-- Data for this task follows --
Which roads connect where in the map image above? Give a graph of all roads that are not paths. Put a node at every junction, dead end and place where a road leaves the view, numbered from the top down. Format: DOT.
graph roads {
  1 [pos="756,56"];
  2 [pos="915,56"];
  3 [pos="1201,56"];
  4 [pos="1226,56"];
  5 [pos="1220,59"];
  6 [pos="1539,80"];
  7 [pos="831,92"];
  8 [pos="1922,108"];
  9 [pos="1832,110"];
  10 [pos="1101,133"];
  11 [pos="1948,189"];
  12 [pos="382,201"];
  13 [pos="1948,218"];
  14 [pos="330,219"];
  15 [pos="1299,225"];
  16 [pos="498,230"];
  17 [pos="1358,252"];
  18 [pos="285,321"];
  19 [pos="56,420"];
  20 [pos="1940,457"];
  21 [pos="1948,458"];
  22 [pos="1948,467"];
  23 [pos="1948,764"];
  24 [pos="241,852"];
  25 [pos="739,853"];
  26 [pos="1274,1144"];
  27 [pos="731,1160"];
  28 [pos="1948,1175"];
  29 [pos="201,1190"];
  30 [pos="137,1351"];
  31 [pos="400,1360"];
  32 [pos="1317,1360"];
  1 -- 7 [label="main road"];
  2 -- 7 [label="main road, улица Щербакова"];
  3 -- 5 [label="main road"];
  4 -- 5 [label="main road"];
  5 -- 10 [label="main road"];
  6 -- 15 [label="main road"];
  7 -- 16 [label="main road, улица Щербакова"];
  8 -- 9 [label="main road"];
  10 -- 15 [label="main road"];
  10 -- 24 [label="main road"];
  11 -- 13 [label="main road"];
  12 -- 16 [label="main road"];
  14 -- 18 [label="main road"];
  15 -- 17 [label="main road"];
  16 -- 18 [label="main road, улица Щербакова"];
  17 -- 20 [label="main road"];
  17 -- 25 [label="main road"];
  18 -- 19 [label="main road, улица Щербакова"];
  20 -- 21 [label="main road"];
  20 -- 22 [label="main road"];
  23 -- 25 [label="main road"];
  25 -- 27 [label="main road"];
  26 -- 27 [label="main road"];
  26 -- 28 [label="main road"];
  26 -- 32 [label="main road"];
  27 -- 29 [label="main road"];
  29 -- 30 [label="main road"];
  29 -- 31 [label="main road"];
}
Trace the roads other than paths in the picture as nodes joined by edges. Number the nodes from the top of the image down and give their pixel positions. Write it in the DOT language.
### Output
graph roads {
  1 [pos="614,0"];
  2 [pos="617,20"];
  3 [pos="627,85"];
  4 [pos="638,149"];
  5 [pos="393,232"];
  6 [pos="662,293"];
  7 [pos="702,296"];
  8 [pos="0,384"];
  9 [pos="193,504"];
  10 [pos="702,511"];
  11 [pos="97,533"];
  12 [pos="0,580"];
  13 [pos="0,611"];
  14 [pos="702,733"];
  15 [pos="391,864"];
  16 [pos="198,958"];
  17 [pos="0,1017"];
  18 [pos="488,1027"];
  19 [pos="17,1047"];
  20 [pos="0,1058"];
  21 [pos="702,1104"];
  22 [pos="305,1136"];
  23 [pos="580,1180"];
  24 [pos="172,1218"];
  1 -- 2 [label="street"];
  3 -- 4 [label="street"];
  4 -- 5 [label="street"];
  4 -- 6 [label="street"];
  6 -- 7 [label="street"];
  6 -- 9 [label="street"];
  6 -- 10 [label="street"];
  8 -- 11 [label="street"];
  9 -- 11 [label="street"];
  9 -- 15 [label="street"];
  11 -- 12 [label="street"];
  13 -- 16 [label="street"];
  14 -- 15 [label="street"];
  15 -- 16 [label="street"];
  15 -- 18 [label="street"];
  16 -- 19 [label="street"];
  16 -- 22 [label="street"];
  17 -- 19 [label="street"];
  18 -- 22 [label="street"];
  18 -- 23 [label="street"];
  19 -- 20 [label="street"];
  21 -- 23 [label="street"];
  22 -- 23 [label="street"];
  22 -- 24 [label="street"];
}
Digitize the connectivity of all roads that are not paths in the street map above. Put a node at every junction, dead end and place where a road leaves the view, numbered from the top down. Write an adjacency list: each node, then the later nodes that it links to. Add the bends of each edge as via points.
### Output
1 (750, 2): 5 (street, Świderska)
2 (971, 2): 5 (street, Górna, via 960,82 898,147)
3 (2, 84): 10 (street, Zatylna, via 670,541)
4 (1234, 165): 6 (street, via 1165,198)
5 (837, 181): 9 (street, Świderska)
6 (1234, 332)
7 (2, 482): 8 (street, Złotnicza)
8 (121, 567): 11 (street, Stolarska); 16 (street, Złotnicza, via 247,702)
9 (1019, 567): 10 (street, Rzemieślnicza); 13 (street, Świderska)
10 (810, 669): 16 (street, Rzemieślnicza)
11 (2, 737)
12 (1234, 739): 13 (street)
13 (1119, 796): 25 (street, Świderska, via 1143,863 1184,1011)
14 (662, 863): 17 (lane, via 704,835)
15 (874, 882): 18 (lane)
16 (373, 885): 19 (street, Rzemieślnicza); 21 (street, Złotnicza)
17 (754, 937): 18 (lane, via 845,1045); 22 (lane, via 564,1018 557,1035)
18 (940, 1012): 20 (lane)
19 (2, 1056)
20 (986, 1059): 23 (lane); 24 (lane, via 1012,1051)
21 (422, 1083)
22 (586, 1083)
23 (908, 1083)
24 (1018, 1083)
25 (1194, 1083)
-- Data for this task concluded --
> Task goal: All records are to be written out exactly.

> Problem solution:
Which roads connect where in the map image above? Give a graph of all roads that are not paths. Put a node at every junction, dead end and place where a road leaves the view, numbered from the top down. Format: DOT.
graph roads {
  1 [pos="756,56"];
  2 [pos="915,56"];
  3 [pos="1201,56"];
  4 [pos="1226,56"];
  5 [pos="1220,59"];
  6 [pos="1539,80"];
  7 [pos="831,92"];
  8 [pos="1922,108"];
  9 [pos="1832,110"];
  10 [pos="1101,133"];
  11 [pos="1948,189"];
  12 [pos="382,201"];
  13 [pos="1948,218"];
  14 [pos="330,219"];
  15 [pos="1299,225"];
  16 [pos="498,230"];
  17 [pos="1358,252"];
  18 [pos="285,321"];
  19 [pos="56,420"];
  20 [pos="1940,457"];
  21 [pos="1948,458"];
  22 [pos="1948,467"];
  23 [pos="1948,764"];
  24 [pos="241,852"];
  25 [pos="739,853"];
  26 [pos="1274,1144"];
  27 [pos="731,1160"];
  28 [pos="1948,1175"];
  29 [pos="201,1190"];
  30 [pos="137,1351"];
  31 [pos="400,1360"];
  32 [pos="1317,1360"];
  1 -- 7 [label="main road"];
  2 -- 7 [label="main road, улица Щербакова"];
  3 -- 5 [label="main road"];
  4 -- 5 [label="main road"];
  5 -- 10 [label="main road"];
  6 -- 15 [label="main road"];
  7 -- 16 [label="main road, улица Щербакова"];
  8 -- 9 [label="main road"];
  10 -- 15 [label="main road"];
  10 -- 24 [label="main road"];
  11 -- 13 [label="main road"];
  12 -- 16 [label="main road"];
  14 -- 18 [label="main road"];
  15 -- 17 [label="main road"];
  16 -- 18 [label="main road, улица Щербакова"];
  17 -- 20 [label="main road"];
  17 -- 25 [label="main road"];
  18 -- 19 [label="main road, улица Щербакова"];
  20 -- 21 [label="main road"];
  20 -- 22 [label="main road"];
  23 -- 25 [label="main road"];
  25 -- 27 [label="main road"];
  26 -- 27 [label="main road"];
  26 -- 28 [label="main road"];
  26 -- 32 [label="main road"];
  27 -- 29 [label="main road"];
  29 -- 30 [label="main road"];
  29 -- 31 [label="main road"];
}
Trace the roads other than paths in the picture as nodes joined by edges. Number the nodes from the top of the image down and give their pixel positions. Write it in the DOT language.
### Output
graph roads {
  1 [pos="614,0"];
  2 [pos="617,20"];
  3 [pos="627,85"];
  4 [pos="638,149"];
  5 [pos="393,232"];
  6 [pos="662,293"];
  7 [pos="702,296"];
  8 [pos="0,384"];
  9 [pos="193,504"];
  10 [pos="702,511"];
  11 [pos="97,533"];
  12 [pos="0,580"];
  13 [pos="0,611"];
  14 [pos="702,733"];
  15 [pos="391,864"];
  16 [pos="198,958"];
  17 [pos="0,1017"];
  18 [pos="488,1027"];
  19 [pos="17,1047"];
  20 [pos="0,1058"];
  21 [pos="702,1104"];
  22 [pos="305,1136"];
  23 [pos="580,1180"];
  24 [pos="172,1218"];
  1 -- 2 [label="street"];
  3 -- 4 [label="street"];
  4 -- 5 [label="street"];
  4 -- 6 [label="street"];
  6 -- 7 [label="street"];
  6 -- 9 [label="street"];
  6 -- 10 [label="street"];
  8 -- 11 [label="street"];
  9 -- 11 [label="street"];
  9 -- 15 [label="street"];
  11 -- 12 [label="street"];
  13 -- 16 [label="street"];
  14 -- 15 [label="street"];
  15 -- 16 [label="street"];
  15 -- 18 [label="street"];
  16 -- 19 [label="street"];
  16 -- 22 [label="street"];
  17 -- 19 [label="street"];
  18 -- 22 [label="street"];
  18 -- 23 [label="street"];
  19 -- 20 [label="street"];
  21 -- 23 [label="street"];
  22 -- 23 [label="street"];
  22 -- 24 [label="street"];
}
Digitize the connectivity of all roads that are not paths in the street map above. Put a node at every junction, dead end and place where a road leaves the view, numbered from the top down. Write an adjacency list: each node, then the later nodes that it links to. Add the bends of each edge as via points.
### Output
1 (750, 2): 5 (street, Świderska)
2 (971, 2): 5 (street, Górna, via 960,82 898,147)
3 (2, 84): 10 (street, Zatylna, via 670,541)
4 (1234, 165): 6 (street, via 1165,198)
5 (837, 181): 9 (street, Świderska)
6 (1234, 332)
7 (2, 482): 8 (street, Złotnicza)
8 (121, 567): 11 (street, Stolarska); 16 (street, Złotnicza, via 247,702)
9 (1019, 567): 10 (street, Rzemieślnicza); 13 (street, Świderska)
10 (810, 669): 16 (street, Rzemieślnicza)
11 (2, 737)
12 (1234, 739): 13 (street)
13 (1119, 796): 25 (street, Świderska, via 1143,863 1184,1011)
14 (662, 863): 17 (lane, via 704,835)
15 (874, 882): 18 (lane)
16 (373, 885): 19 (street, Rzemieślnicza); 21 (street, Złotnicza)
17 (754, 937): 18 (lane, via 845,1045); 22 (lane, via 564,1018 557,1035)
18 (940, 1012): 20 (lane)
19 (2, 1056)
20 (986, 1059): 23 (lane); 24 (lane, via 1012,1051)
21 (422, 1083)
22 (586, 1083)
23 (908, 1083)
24 (1018, 1083)
25 (1194, 1083)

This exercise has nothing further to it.